• **What you have to do**
Below are the records; print them all without any alteration.

• **Extracted material**
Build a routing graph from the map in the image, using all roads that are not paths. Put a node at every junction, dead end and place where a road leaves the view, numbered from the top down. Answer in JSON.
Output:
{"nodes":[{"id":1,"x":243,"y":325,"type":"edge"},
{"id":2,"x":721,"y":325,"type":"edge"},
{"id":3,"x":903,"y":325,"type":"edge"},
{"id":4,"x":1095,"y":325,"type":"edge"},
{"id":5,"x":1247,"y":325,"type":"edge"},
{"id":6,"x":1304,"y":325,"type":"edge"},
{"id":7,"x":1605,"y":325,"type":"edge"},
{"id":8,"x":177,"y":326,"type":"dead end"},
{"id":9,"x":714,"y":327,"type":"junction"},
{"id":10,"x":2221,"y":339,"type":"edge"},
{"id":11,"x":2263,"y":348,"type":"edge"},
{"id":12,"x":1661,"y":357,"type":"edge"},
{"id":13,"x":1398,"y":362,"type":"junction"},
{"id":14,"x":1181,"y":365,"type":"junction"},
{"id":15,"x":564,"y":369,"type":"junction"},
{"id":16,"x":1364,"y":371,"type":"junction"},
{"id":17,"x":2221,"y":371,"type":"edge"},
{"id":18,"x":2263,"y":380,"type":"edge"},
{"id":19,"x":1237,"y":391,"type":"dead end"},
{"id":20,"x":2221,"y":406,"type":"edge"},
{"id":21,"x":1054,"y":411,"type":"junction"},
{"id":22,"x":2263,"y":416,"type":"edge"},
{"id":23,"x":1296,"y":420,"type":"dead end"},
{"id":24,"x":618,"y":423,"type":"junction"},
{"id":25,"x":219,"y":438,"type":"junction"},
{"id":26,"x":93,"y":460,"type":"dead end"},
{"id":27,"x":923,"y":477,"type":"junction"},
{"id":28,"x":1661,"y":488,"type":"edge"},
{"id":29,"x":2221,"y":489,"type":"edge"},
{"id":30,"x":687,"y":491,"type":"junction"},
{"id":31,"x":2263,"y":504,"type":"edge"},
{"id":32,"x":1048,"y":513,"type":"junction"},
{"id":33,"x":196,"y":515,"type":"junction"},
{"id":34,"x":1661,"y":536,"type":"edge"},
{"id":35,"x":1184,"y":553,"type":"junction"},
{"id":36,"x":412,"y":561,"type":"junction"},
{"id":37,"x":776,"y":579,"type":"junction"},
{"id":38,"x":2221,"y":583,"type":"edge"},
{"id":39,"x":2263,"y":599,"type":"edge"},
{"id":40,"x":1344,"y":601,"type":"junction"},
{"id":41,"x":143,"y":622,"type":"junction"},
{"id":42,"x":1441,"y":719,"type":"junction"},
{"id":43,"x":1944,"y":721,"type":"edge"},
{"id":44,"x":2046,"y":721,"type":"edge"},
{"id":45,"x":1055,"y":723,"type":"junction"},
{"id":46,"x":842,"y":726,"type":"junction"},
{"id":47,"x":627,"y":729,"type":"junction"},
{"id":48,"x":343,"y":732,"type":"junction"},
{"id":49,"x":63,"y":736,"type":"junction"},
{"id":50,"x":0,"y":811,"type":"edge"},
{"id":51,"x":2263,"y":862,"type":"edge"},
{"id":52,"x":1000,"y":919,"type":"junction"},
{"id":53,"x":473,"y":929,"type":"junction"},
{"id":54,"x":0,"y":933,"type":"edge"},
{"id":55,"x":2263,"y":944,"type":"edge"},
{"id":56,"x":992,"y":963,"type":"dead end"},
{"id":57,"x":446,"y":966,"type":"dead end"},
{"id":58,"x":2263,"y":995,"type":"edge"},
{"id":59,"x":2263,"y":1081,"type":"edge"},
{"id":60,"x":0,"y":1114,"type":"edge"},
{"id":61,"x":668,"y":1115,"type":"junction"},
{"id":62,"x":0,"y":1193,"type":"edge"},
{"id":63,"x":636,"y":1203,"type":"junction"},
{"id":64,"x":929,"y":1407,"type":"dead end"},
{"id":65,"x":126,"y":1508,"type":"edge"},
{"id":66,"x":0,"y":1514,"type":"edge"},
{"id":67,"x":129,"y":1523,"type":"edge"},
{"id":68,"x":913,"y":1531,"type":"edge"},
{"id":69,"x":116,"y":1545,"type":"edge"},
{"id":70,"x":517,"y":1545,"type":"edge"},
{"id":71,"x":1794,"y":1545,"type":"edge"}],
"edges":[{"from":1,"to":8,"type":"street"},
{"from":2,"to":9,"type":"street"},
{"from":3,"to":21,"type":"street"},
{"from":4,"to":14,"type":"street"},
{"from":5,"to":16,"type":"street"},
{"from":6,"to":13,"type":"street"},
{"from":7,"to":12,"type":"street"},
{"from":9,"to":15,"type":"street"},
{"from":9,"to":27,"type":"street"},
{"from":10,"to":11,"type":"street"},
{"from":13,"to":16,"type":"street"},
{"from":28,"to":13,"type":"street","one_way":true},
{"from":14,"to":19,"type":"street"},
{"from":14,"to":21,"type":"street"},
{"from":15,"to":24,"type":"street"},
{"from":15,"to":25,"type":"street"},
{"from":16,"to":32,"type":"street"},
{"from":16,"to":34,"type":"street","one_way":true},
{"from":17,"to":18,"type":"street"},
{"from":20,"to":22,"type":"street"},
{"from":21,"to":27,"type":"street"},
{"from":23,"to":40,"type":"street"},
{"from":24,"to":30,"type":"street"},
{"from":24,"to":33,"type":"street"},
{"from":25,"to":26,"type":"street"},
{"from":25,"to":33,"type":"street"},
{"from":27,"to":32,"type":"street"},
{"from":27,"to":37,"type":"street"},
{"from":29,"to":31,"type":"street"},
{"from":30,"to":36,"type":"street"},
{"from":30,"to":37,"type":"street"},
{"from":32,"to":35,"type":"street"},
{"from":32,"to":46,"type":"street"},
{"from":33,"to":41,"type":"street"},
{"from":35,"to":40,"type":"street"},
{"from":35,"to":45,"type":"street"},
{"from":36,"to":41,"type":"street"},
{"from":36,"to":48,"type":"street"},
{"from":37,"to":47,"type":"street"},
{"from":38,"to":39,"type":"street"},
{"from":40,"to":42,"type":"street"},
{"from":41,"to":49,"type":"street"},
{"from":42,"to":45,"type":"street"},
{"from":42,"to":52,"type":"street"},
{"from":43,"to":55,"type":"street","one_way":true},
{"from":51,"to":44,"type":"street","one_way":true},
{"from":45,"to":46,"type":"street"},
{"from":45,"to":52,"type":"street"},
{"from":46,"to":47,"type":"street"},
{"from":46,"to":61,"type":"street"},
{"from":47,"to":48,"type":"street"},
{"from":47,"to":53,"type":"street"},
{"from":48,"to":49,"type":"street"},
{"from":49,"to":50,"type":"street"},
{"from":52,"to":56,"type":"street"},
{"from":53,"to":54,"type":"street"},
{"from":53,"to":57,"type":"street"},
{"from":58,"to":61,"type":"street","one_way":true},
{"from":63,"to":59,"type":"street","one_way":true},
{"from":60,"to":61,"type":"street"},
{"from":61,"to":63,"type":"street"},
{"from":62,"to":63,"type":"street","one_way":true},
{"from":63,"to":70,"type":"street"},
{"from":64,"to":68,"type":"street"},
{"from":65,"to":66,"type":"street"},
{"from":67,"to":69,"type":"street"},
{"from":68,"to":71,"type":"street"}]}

• **Result**
Build a routing graph from the map in the image, using all roads that are not paths. Put a node at every junction, dead end and place where a road leaves the view, numbered from the top down. Answer in JSON.
Output:
{"nodes":[{"id":1,"x":243,"y":325,"type":"edge"},
{"id":2,"x":721,"y":325,"type":"edge"},
{"id":3,"x":903,"y":325,"type":"edge"},
{"id":4,"x":1095,"y":325,"type":"edge"},
{"id":5,"x":1247,"y":325,"type":"edge"},
{"id":6,"x":1304,"y":325,"type":"edge"},
{"id":7,"x":1605,"y":325,"type":"edge"},
{"id":8,"x":177,"y":326,"type":"dead end"},
{"id":9,"x":714,"y":327,"type":"junction"},
{"id":10,"x":2221,"y":339,"type":"edge"},
{"id":11,"x":2263,"y":348,"type":"edge"},
{"id":12,"x":1661,"y":357,"type":"edge"},
{"id":13,"x":1398,"y":362,"type":"junction"},
{"id":14,"x":1181,"y":365,"type":"junction"},
{"id":15,"x":564,"y":369,"type":"junction"},
{"id":16,"x":1364,"y":371,"type":"junction"},
{"id":17,"x":2221,"y":371,"type":"edge"},
{"id":18,"x":2263,"y":380,"type":"edge"},
{"id":19,"x":1237,"y":391,"type":"dead end"},
{"id":20,"x":2221,"y":406,"type":"edge"},
{"id":21,"x":1054,"y":411,"type":"junction"},
{"id":22,"x":2263,"y":416,"type":"edge"},
{"id":23,"x":1296,"y":420,"type":"dead end"},
{"id":24,"x":618,"y":423,"type":"junction"},
{"id":25,"x":219,"y":438,"type":"junction"},
{"id":26,"x":93,"y":460,"type":"dead end"},
{"id":27,"x":923,"y":477,"type":"junction"},
{"id":28,"x":1661,"y":488,"type":"edge"},
{"id":29,"x":2221,"y":489,"type":"edge"},
{"id":30,"x":687,"y":491,"type":"junction"},
{"id":31,"x":2263,"y":504,"type":"edge"},
{"id":32,"x":1048,"y":513,"type":"junction"},
{"id":33,"x":196,"y":515,"type":"junction"},
{"id":34,"x":1661,"y":536,"type":"edge"},
{"id":35,"x":1184,"y":553,"type":"junction"},
{"id":36,"x":412,"y":561,"type":"junction"},
{"id":37,"x":776,"y":579,"type":"junction"},
{"id":38,"x":2221,"y":583,"type":"edge"},
{"id":39,"x":2263,"y":599,"type":"edge"},
{"id":40,"x":1344,"y":601,"type":"junction"},
{"id":41,"x":143,"y":622,"type":"junction"},
{"id":42,"x":1441,"y":719,"type":"junction"},
{"id":43,"x":1944,"y":721,"type":"edge"},
{"id":44,"x":2046,"y":721,"type":"edge"},
{"id":45,"x":1055,"y":723,"type":"junction"},
{"id":46,"x":842,"y":726,"type":"junction"},
{"id":47,"x":627,"y":729,"type":"junction"},
{"id":48,"x":343,"y":732,"type":"junction"},
{"id":49,"x":63,"y":736,"type":"junction"},
{"id":50,"x":0,"y":811,"type":"edge"},
{"id":51,"x":2263,"y":862,"type":"edge"},
{"id":52,"x":1000,"y":919,"type":"junction"},
{"id":53,"x":473,"y":929,"type":"junction"},
{"id":54,"x":0,"y":933,"type":"edge"},
{"id":55,"x":2263,"y":944,"type":"edge"},
{"id":56,"x":992,"y":963,"type":"dead end"},
{"id":57,"x":446,"y":966,"type":"dead end"},
{"id":58,"x":2263,"y":995,"type":"edge"},
{"id":59,"x":2263,"y":1081,"type":"edge"},
{"id":60,"x":0,"y":1114,"type":"edge"},
{"id":61,"x":668,"y":1115,"type":"junction"},
{"id":62,"x":0,"y":1193,"type":"edge"},
{"id":63,"x":636,"y":1203,"type":"junction"},
{"id":64,"x":929,"y":1407,"type":"dead end"},
{"id":65,"x":126,"y":1508,"type":"edge"},
{"id":66,"x":0,"y":1514,"type":"edge"},
{"id":67,"x":129,"y":1523,"type":"edge"},
{"id":68,"x":913,"y":1531,"type":"edge"},
{"id":69,"x":116,"y":1545,"type":"edge"},
{"id":70,"x":517,"y":1545,"type":"edge"},
{"id":71,"x":1794,"y":1545,"type":"edge"}],
"edges":[{"from":1,"to":8,"type":"street"},
{"from":2,"to":9,"type":"street"},
{"from":3,"to":21,"type":"street"},
{"from":4,"to":14,"type":"street"},
{"from":5,"to":16,"type":"street"},
{"from":6,"to":13,"type":"street"},
{"from":7,"to":12,"type":"street"},
{"from":9,"to":15,"type":"street"},
{"from":9,"to":27,"type":"street"},
{"from":10,"to":11,"type":"street"},
{"from":13,"to":16,"type":"street"},
{"from":28,"to":13,"type":"street","one_way":true},
{"from":14,"to":19,"type":"street"},
{"from":14,"to":21,"type":"street"},
{"from":15,"to":24,"type":"street"},
{"from":15,"to":25,"type":"street"},
{"from":16,"to":32,"type":"street"},
{"from":16,"to":34,"type":"street","one_way":true},
{"from":17,"to":18,"type":"street"},
{"from":20,"to":22,"type":"street"},
{"from":21,"to":27,"type":"street"},
{"from":23,"to":40,"type":"street"},
{"from":24,"to":30,"type":"street"},
{"from":24,"to":33,"type":"street"},
{"from":25,"to":26,"type":"street"},
{"from":25,"to":33,"type":"street"},
{"from":27,"to":32,"type":"street"},
{"from":27,"to":37,"type":"street"},
{"from":29,"to":31,"type":"street"},
{"from":30,"to":36,"type":"street"},
{"from":30,"to":37,"type":"street"},
{"from":32,"to":35,"type":"street"},
{"from":32,"to":46,"type":"street"},
{"from":33,"to":41,"type":"street"},
{"from":35,"to":40,"type":"street"},
{"from":35,"to":45,"type":"street"},
{"from":36,"to":41,"type":"street"},
{"from":36,"to":48,"type":"street"},
{"from":37,"to":47,"type":"street"},
{"from":38,"to":39,"type":"street"},
{"from":40,"to":42,"type":"street"},
{"from":41,"to":49,"type":"street"},
{"from":42,"to":45,"type":"street"},
{"from":42,"to":52,"type":"street"},
{"from":43,"to":55,"type":"street","one_way":true},
{"from":51,"to":44,"type":"street","one_way":true},
{"from":45,"to":46,"type":"street"},
{"from":45,"to":52,"type":"street"},
{"from":46,"to":47,"type":"street"},
{"from":46,"to":61,"type":"street"},
{"from":47,"to":48,"type":"street"},
{"from":47,"to":53,"type":"street"},
{"from":48,"to":49,"type":"street"},
{"from":49,"to":50,"type":"street"},
{"from":52,"to":56,"type":"street"},
{"from":53,"to":54,"type":"street"},
{"from":53,"to":57,"type":"street"},
{"from":58,"to":61,"type":"street","one_way":true},
{"from":63,"to":59,"type":"street","one_way":true},
{"from":60,"to":61,"type":"street"},
{"from":61,"to":63,"type":"street"},
{"from":62,"to":63,"type":"street","one_way":true},
{"from":63,"to":70,"type":"street"},
{"from":64,"to":68,"type":"street"},
{"from":65,"to":66,"type":"street"},
{"from":67,"to":69,"type":"street"},
{"from":68,"to":71,"type":"street"}]}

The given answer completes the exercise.